Exercise prompt – Copy every line of the entries that includes the word "meet".

Input –
________________
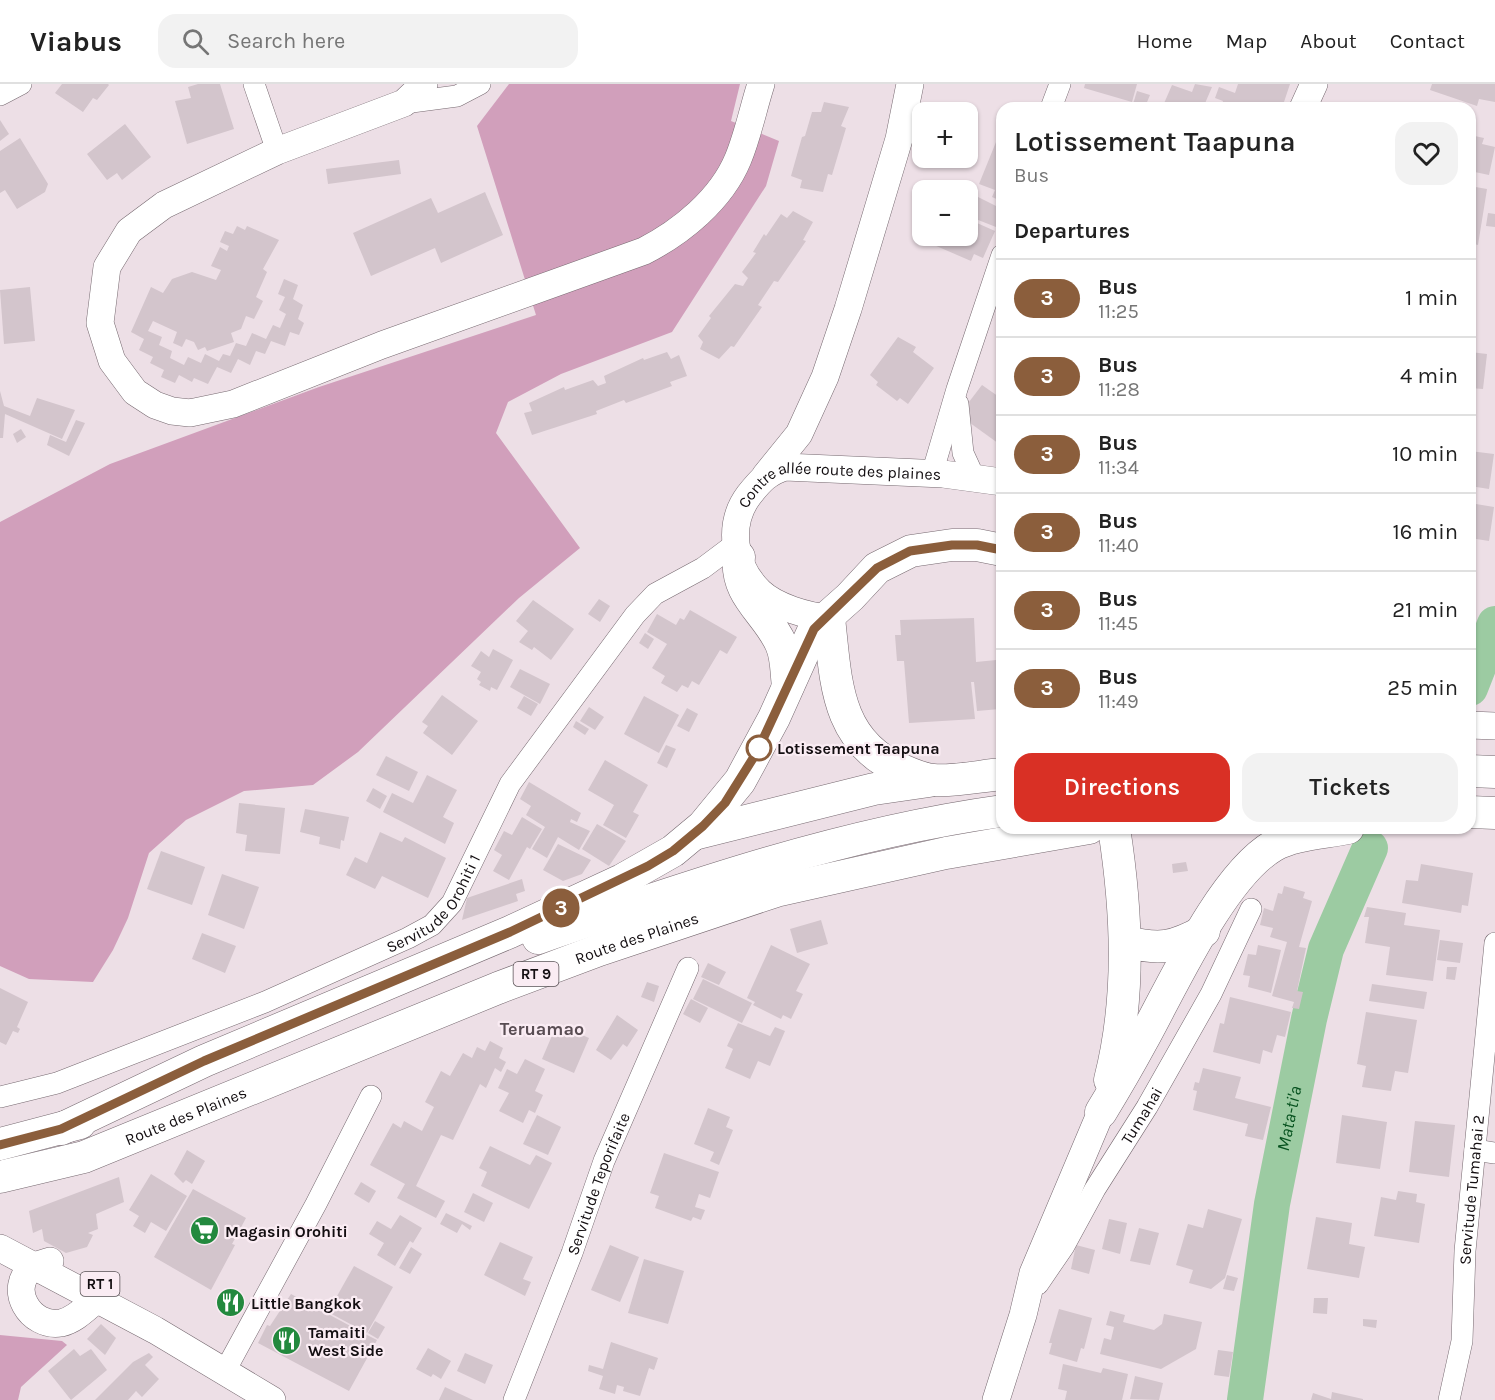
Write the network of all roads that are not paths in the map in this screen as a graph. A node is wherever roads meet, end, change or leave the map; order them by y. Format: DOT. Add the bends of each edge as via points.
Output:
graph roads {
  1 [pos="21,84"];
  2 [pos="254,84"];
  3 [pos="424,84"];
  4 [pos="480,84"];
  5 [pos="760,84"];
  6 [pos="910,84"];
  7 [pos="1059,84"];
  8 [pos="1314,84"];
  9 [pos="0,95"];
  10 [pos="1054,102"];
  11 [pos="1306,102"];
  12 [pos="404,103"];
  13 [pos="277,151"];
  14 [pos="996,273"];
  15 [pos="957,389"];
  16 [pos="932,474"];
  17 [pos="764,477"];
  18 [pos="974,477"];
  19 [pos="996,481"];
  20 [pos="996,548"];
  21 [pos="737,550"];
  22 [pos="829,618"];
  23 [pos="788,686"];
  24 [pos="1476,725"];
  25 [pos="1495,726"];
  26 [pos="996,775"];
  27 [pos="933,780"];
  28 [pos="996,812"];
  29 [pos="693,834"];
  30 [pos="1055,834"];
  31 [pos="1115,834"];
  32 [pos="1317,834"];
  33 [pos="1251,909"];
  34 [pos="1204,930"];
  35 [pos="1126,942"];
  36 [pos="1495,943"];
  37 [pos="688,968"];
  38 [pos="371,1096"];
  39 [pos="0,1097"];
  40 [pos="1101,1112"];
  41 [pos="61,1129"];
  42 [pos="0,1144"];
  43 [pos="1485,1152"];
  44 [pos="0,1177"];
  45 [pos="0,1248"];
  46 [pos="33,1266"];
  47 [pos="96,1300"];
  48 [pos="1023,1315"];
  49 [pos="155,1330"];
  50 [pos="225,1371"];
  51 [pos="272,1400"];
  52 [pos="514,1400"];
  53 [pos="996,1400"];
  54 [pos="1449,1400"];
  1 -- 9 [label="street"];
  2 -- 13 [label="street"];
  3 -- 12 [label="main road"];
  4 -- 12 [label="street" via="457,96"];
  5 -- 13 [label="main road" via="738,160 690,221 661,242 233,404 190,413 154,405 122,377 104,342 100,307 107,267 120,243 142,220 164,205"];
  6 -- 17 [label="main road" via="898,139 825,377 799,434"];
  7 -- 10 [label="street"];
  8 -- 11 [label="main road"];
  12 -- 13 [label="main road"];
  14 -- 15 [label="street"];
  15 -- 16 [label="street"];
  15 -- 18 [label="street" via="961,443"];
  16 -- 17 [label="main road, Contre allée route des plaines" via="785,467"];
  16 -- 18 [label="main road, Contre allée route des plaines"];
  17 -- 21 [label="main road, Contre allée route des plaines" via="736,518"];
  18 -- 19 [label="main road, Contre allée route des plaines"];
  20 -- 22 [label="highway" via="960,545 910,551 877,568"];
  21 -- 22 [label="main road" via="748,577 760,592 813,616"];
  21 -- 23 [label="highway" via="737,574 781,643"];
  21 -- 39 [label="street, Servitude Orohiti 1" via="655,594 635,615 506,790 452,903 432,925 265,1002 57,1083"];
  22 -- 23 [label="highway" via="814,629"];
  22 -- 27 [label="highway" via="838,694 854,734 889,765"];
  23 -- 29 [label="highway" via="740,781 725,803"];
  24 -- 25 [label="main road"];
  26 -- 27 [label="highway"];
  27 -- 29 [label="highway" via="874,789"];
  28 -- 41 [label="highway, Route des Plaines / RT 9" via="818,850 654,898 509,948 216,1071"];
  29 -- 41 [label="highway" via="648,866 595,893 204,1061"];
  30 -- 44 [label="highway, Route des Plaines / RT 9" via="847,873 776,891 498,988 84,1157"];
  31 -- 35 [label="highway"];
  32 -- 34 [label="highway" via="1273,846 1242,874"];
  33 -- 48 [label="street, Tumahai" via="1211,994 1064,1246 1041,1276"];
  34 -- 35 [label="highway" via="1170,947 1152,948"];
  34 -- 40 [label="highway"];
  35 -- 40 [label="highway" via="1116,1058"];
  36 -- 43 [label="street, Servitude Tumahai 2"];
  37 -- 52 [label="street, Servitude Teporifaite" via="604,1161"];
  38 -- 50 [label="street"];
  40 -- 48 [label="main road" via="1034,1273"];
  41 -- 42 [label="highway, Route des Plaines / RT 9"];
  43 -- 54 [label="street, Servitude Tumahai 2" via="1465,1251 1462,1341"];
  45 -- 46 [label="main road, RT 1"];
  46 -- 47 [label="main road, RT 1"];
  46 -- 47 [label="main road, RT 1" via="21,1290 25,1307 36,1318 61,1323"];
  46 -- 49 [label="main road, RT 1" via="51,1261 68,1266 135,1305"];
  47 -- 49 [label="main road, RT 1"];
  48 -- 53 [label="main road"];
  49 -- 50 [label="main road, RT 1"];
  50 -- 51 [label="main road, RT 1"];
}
________________
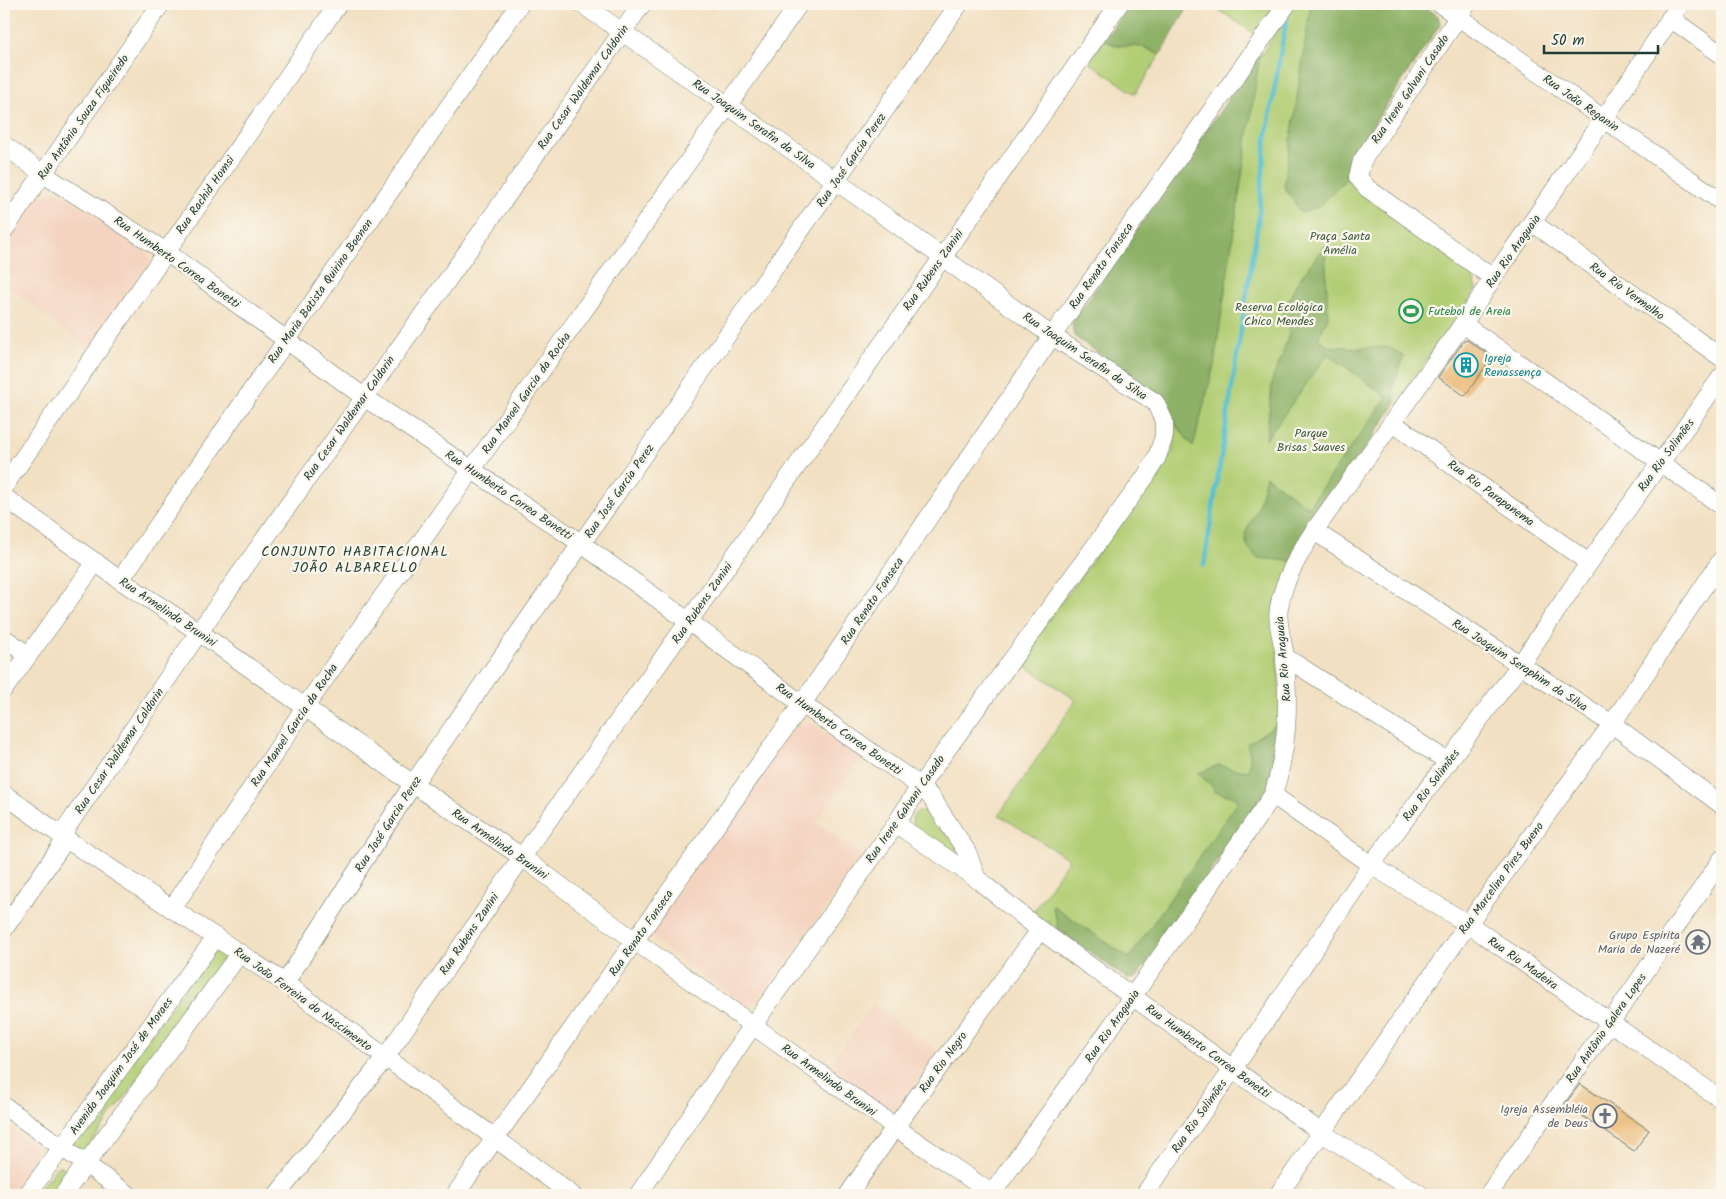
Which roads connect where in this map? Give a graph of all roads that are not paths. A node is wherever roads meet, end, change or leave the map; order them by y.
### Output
________________
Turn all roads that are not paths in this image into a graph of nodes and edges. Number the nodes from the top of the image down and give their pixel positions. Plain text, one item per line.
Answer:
________________
Reply –
Write the network of all roads that are not paths in the map in this screen as a graph. A node is wherever roads meet, end, change or leave the map; order them by y. Format: DOT. Add the bends of each edge as via points.
Which roads connect where in this map? Give a graph of all roads that are not paths. A node is wherever roads meet, end, change or leave the map; order them by y.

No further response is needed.